After all layers of fiberglass were laid down, applied a coat of polyester resin mixed with fiberglass filler, to fill in the major imperfections and to add some thickness to the top.









Since I wasn't able to glass the inside of the box (too thin), I'm a bit concerned about the sub baffles not being attached more securely to the top surface of the box. Suggestions welcome!

Another thing, should I build a beauty panel above the whole thing? or should I painstakingly use body filler to completely flatten the top surface?


----------



## pirrimarin (Jul 22, 2009)

I'm a happy man!
FedEx dropped off my amps on Friday. I spent all day yesterday laying down the final layers of fiberglass and the final glass-filler coat, then some sanding.

Here is a mock-up of the almost finalized box (before sanding) with the new Kenwood amps in their respective place:











The new amps:

KAC-X4R

















KAC-X1R


----------



## pirrimarin (Jul 22, 2009)

OK, today I finally finished the structure of the box itself, now I just have to wrap it with carpet.

I also had a VERY pleasant surprise today!
You see, my new Kenwood amps are power rated like this:

X4R
12.0V - 75W x 4 @ 4Ω
14.4V - 100W x 4 @ 4Ω

X1R
12.0V - 400W x 1 @ 4Ω
12.0V - 800W x 1 @ 2Ω
14.4V - 600W x 1 @ 4Ω
14.4V - 1200W x 1 @ 2Ω

This whole time I'm looking at them as "well, they're rated at such and such at 14.4V, but in reality I probably need to consider the 12.0V ratings as what I'm going to get".

So, I plug the amps today to test them temporarily, since they are refurbished, I wanted to make sure they worked. Once plugged, with the ignition in the "Accessory" position, I see this:










And I say "Ha, just like I thought, I'm not getting any more than 12-Volts to the amps. But then, curiosity stroke and I decided to actually _start_ my engine and see what kind of voltage I get from my VW's electrical system, and not the battery alone... VERY pleasant surprise :










Which means, I'm getting close to the actual rated power ratings 

As of now, I haven't had much time to listen to them, I should get a pretty good indication on my drive to work tomorrow morning, impressions to come...


----------



## placenta (Feb 2, 2008)

uhh ya.. the battery isnt charging if the alternator isnt turning..


----------



## BLACKonBLACK98 (Apr 5, 2008)

i find it a little strange you used fg for such a square box. seems like wood would have been much easier. well done none the less.


----------



## pirrimarin (Jul 22, 2009)

placenta said:


> uhh ya.. the battery isnt charging if the alternator isnt turning..

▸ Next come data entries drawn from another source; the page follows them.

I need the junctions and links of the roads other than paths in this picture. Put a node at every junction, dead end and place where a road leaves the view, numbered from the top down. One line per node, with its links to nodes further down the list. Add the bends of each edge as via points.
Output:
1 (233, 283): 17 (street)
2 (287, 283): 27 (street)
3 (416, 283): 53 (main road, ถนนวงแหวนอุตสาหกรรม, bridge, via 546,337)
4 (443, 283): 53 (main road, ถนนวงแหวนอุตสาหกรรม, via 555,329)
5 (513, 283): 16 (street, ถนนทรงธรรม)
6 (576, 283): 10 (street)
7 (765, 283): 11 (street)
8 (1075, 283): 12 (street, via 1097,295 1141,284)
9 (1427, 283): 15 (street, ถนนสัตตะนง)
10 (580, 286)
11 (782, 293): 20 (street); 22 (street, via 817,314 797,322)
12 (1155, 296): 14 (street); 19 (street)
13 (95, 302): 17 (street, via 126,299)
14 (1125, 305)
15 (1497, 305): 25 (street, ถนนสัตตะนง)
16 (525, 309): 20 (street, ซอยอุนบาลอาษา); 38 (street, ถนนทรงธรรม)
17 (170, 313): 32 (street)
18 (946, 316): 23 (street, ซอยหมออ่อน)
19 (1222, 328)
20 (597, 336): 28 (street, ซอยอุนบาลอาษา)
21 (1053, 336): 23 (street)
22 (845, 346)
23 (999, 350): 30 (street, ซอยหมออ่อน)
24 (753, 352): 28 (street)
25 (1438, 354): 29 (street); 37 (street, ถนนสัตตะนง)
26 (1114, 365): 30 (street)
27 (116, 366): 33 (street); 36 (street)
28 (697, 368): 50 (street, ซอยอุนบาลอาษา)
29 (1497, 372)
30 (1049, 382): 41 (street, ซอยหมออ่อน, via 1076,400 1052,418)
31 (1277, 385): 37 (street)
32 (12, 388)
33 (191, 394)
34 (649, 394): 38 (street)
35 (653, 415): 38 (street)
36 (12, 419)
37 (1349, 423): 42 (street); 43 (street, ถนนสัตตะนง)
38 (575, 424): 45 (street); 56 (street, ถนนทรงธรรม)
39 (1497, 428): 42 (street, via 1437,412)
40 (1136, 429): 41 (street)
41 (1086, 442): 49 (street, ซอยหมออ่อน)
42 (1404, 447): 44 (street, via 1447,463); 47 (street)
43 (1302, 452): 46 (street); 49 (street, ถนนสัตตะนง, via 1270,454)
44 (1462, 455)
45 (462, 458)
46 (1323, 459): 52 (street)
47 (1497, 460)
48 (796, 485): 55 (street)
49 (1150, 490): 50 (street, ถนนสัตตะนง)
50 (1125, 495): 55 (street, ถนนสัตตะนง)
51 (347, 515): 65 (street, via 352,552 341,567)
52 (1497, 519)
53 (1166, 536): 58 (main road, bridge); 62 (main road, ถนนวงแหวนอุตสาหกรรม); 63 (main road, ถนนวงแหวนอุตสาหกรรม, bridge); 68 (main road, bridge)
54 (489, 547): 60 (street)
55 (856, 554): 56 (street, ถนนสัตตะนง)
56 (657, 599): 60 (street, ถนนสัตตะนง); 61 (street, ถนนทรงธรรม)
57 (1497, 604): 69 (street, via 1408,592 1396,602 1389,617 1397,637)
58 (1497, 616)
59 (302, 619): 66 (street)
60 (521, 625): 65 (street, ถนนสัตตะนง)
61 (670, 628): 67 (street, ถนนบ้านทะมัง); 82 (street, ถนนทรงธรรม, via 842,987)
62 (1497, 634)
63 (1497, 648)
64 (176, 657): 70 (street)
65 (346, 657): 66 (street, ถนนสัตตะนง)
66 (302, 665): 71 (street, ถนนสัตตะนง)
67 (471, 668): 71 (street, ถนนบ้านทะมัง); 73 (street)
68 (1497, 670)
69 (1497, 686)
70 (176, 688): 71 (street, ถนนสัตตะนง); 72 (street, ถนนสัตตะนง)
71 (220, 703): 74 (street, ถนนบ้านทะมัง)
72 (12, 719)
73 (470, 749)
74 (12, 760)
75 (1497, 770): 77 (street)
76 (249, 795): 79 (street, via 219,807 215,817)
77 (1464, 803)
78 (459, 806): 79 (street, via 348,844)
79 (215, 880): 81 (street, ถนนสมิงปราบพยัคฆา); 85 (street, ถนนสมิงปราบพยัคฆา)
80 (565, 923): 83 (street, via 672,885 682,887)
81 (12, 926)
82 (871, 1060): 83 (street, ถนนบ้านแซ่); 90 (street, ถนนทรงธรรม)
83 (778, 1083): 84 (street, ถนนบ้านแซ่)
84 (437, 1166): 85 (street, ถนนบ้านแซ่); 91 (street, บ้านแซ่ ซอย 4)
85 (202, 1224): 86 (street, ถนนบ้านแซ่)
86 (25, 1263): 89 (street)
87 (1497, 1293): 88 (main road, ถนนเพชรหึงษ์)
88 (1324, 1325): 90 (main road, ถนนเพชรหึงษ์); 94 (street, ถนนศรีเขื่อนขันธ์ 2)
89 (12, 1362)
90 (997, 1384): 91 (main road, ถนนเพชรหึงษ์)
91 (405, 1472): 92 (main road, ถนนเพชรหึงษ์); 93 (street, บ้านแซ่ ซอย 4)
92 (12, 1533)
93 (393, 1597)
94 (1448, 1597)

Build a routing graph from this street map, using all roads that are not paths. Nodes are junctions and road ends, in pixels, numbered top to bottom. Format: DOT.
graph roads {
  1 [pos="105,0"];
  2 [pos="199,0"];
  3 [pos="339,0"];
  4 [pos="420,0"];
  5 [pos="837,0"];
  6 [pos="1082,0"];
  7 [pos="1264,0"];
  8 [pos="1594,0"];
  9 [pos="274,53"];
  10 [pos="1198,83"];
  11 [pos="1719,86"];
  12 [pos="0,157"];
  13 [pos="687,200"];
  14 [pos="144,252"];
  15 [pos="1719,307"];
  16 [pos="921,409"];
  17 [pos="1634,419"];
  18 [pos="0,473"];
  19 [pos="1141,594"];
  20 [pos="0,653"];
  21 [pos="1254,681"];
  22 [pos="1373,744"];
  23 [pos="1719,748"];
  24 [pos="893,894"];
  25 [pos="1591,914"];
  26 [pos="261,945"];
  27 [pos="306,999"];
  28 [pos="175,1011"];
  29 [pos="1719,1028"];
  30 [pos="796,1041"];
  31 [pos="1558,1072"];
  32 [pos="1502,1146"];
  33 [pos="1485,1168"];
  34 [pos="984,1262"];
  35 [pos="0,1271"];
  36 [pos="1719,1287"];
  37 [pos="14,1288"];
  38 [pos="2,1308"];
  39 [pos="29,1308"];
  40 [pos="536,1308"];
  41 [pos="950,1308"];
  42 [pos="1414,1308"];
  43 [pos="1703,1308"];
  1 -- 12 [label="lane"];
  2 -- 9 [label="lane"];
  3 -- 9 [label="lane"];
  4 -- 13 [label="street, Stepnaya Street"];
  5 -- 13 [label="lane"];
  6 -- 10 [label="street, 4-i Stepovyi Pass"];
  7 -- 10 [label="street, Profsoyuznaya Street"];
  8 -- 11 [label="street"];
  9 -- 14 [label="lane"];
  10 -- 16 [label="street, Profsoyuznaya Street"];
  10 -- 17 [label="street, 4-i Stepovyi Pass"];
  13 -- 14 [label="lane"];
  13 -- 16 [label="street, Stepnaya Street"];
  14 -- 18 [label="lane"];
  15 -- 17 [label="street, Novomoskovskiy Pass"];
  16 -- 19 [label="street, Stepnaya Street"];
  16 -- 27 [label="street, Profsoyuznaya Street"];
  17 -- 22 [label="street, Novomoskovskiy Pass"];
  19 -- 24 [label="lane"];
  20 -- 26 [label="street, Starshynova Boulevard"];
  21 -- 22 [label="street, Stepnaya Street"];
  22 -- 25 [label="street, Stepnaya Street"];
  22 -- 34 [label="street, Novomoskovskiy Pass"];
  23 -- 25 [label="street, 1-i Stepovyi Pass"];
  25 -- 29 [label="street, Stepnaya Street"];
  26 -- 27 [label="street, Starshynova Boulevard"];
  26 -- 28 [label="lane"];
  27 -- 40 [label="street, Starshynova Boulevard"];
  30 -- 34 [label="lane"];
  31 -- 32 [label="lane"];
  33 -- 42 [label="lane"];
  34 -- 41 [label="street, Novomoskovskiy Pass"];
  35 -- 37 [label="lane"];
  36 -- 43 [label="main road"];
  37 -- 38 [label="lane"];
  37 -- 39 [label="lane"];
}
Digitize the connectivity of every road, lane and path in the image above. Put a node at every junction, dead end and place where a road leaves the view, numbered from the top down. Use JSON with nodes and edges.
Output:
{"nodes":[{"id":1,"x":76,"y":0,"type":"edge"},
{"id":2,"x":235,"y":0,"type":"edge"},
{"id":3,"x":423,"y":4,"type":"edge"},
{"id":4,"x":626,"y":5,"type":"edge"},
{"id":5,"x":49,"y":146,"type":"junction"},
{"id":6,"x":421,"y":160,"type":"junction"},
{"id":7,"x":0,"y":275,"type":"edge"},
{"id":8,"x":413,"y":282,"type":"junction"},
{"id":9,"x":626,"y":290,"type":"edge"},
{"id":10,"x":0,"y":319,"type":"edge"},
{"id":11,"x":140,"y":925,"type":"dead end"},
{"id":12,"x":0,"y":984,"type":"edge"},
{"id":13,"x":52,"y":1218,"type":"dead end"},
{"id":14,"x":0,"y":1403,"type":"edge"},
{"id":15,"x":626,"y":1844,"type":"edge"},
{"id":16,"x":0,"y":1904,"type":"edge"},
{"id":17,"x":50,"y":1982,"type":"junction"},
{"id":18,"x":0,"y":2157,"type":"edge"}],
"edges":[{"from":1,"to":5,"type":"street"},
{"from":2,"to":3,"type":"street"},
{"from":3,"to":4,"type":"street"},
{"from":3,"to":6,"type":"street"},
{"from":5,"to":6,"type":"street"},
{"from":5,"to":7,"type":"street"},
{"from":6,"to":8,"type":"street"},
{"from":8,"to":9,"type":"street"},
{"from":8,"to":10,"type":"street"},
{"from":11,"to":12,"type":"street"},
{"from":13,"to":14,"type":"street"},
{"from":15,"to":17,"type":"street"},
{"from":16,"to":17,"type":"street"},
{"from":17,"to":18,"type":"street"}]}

Obviously, I knew that part... I just wasn't expecting to get the 14-Volts 




BLACKonBLACK98 said:


> i find it a little strange you used fg for such a square box. seems like wood would have been much easier. well done none the less.


I know, I know dude :blush: I went that route because making the top with MDF (most of the box is MDF) would have added about 1-1.5" to the overall height after making recessed baffles for the subs, and that would have ruined my plans of keeping the box "stealth" under the rear hatch panel... in hindsight though, I wish I would have done it all from MDF, 1 inch wouldn't have made much of a difference... and the damned fiberglass was a ****load of work, and expensive.


----------



## BLACKonBLACK98 (Apr 5, 2008)

live and learn. :thumbsup:


----------



## placenta (Feb 2, 2008)

pirrimarin said:


> Obviously, I knew that part... I just wasn't expecting to get the 14-Volts



true. the most common voltage i see on running cars is 13.7-13.8V.. 14.2V is sick.


----------



## pirrimarin (Jul 22, 2009)

So, I finally got some ear time with the new amps and let's just say that I'm pretty pleased with the upgrade. 
I'm currently only running the 4" components using 2 of the X4R channels, crossed over at 250Hz. At first I didn't hear much of a difference between it and the outgoing Alpine MRP-F250, except that the sound was a bit smoother, almost _cleaner_ sounding, but I just attributed that to the fact that I was running the Alpine in bridged mode. Both had a little bit of low-end distortion, apparently mechanical. Then, I decided to play with the crossover in the on-board DSP, and changed the slope from 12dB to 24dB and WOW, the distortion was completely GONE! I was so impressed with the difference, that I decided to drop the frequency one step down to 220Hz, and it still sounded great, even at higher volumes.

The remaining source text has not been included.